Depuis le meurtre de Clarissa Jean-Philippe le 8 janvier dernier à Montrouge, des syndicats de police municipale réclament la généralisation des armes de poing ; le gouvernement fait implicitement un pas en ce sens en offrant 4000 revolvers aux communes qui le désirent. Pourquoi pas ? Toutefois, ces organisations auraient-elles été aussi virulentes sur ce point si la victime avait été un ASVP¹ (agent de surveillance de la voie publique), un de ces sans-grades chargés en théorie de la verbalisation du stationnement mais corvéables à volonté en vérité ? Ainsi, n'est-il pas rare, dans les villes disposant d'un service de police municipale, de croiser des patrouilles mixtes, c'est-à-dire composées d'un agent de police municipale et d'un ASVP, voire uniquement d’ASVP alors qu’ils n’ont aucune formation.² Le fait d'engager ces derniers sur une mission de sécurité publique soulève le problème du dévoiement des fonctions dévolues à chacun et, in fine, la problématique de l'armement.
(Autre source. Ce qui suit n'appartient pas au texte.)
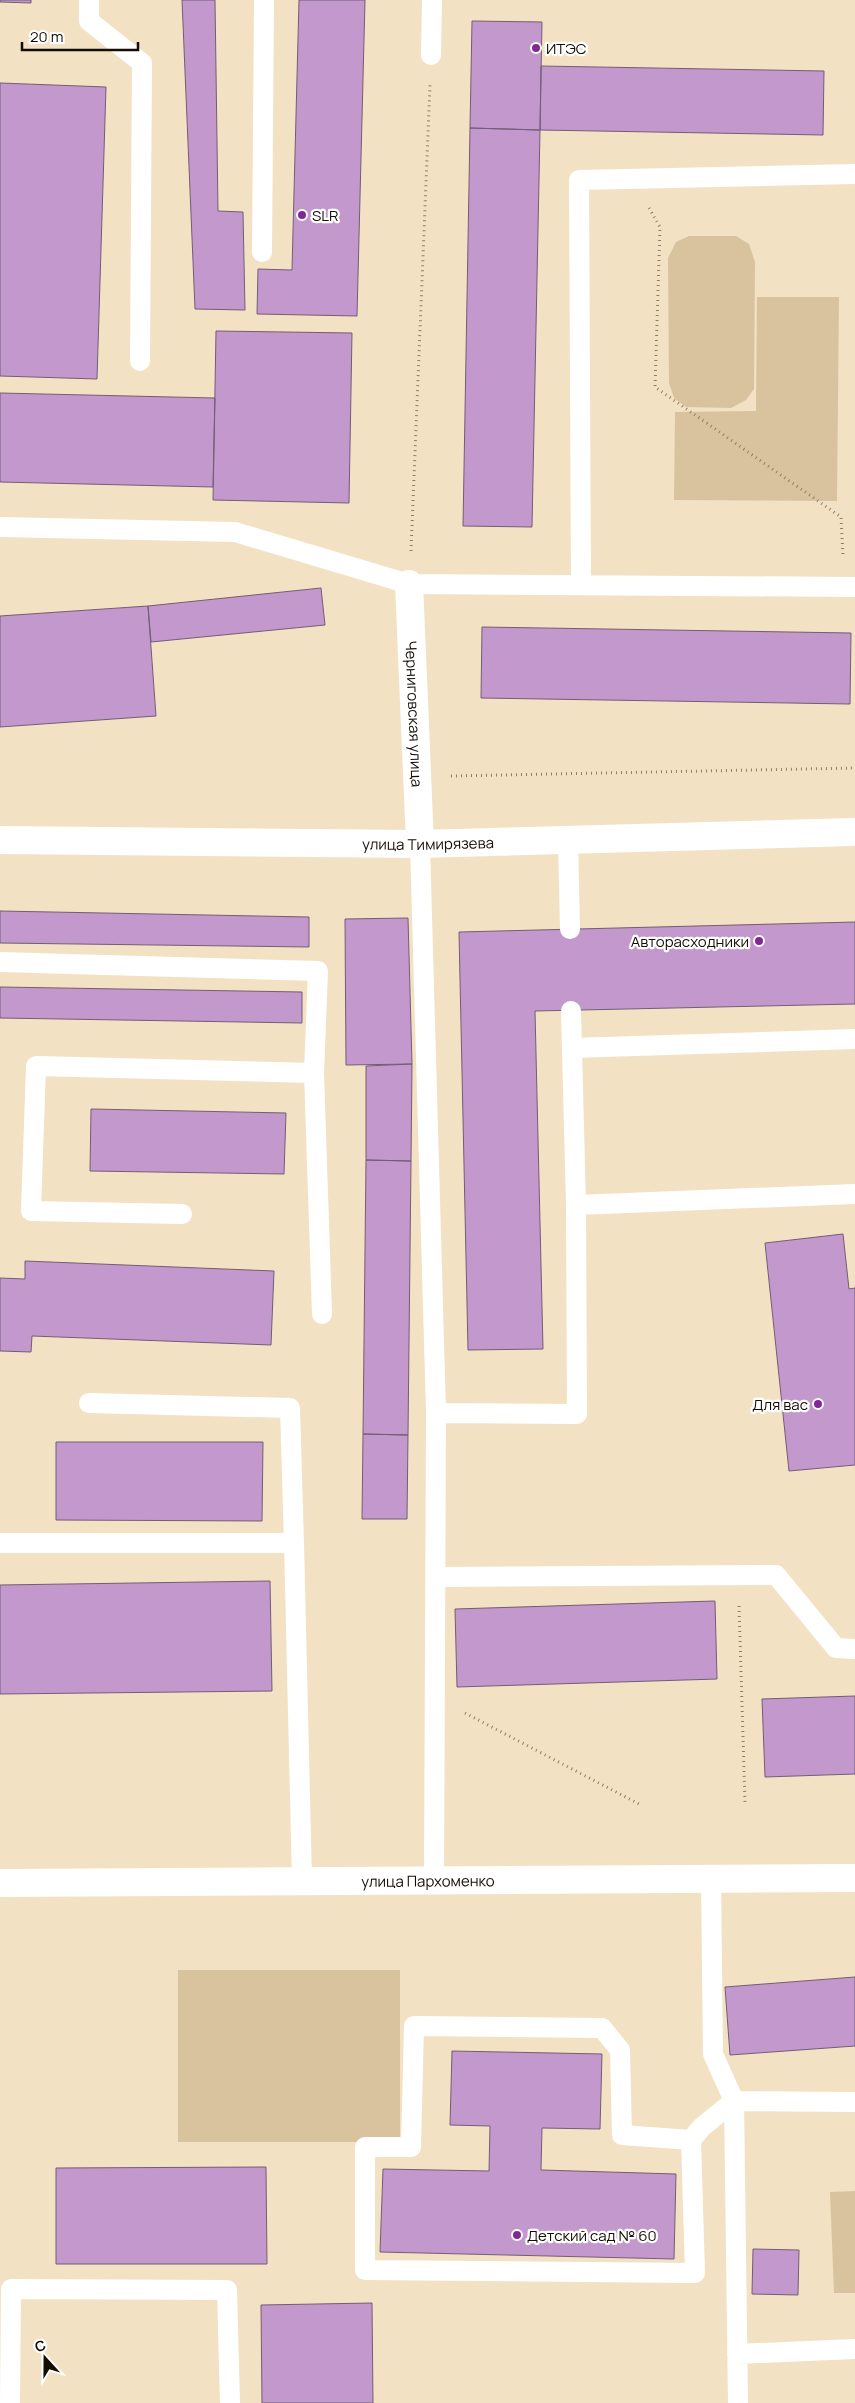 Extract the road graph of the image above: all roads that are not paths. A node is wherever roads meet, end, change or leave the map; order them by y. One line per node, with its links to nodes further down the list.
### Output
1 (89, 0): 7 (lane)
2 (264, 0): 6 (lane)
3 (432, 0): 4 (lane)
4 (431, 55)
5 (855, 174): 10 (lane)
6 (262, 252)
7 (140, 361)
8 (0, 527): 9 (lane)
9 (410, 584): 10 (lane); 15 (street, Черниговская улица)
10 (580, 584): 11 (lane)
11 (849, 586)
12 (855, 832): 13 (street, улица Тимирязева)
13 (568, 839): 15 (street, улица Тимирязева); 16 (lane)
14 (0, 840): 15 (street, улица Тимирязева)
15 (420, 844): 27 (lane)
16 (570, 929)
17 (0, 962): 21 (lane)
18 (571, 1011): 20 (lane)
19 (855, 1039): 20 (lane)
20 (572, 1048): 23 (lane)
21 (314, 1073): 24 (lane); 25 (lane)
22 (855, 1194): 23 (lane)
23 (576, 1204): 27 (lane)
24 (182, 1214)
25 (322, 1314)
26 (88, 1403): 29 (lane)
27 (436, 1414): 30 (lane)
28 (0, 1543): 29 (lane)
29 (294, 1543): 35 (lane)
30 (436, 1577): 31 (lane); 34 (lane)
31 (855, 1648)
32 (855, 1878): 33 (street, улица Пархоменко)
33 (711, 1879): 34 (street, улица Пархоменко); 37 (lane)
34 (434, 1880): 35 (street, улица Пархоменко)
35 (302, 1881): 36 (street, улица Пархоменко)
36 (0, 1883)
37 (734, 2101): 38 (lane); 39 (lane); 41 (lane)
38 (855, 2102)
39 (691, 2140): 39 (lane)
40 (855, 2349): 41 (lane)
41 (737, 2354): 44 (lane)
42 (10, 2403): 43 (lane)
43 (230, 2403)
44 (738, 2403)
Dans la polémique actuelle, ce n’est pas, en effet, la formation des policiers municipaux qui interpelle mais les conditions d’emploi de ceux-ci. Les compétences des polices municipales sont définies par l’article L.2212-2 du Code général des collectivités territoriales. Il faut, à ce titre, retenir l’ensemble de l’article et non se limiter à la phrase d’introduction, comme le font trop souvent les syndicats dits « professionnels », d’autant que chaque point définit la première phrase. Or, des élus ont délibérément orienté leurs agents vers des missions de répression (constatation de fragrants délits et réalisation d’interpellations), transformant leurs services municipaux en des ersatz plagiant la police nationale alors que l’investigation et le maintien de l’ordre leur sont interdits. Enfin, même si les principaux intéressés s’en défendent, la police municipale est, par définition, la police du maire et cette proximité politique porte en elle-même les germes d’inévitables dérives. D’ailleurs, la police municipale est un outil électoral aux mains des édiles, qui leur permet de rassurer à défaut d’assurer.

¹ La ville de Montrouge aligne sept agents de police municipale et une douzaine d'ASVP.

² Laurent Opsomer, « Polices municipales : ASVP versus APM » in Double Neuf, 16 septembre 2011.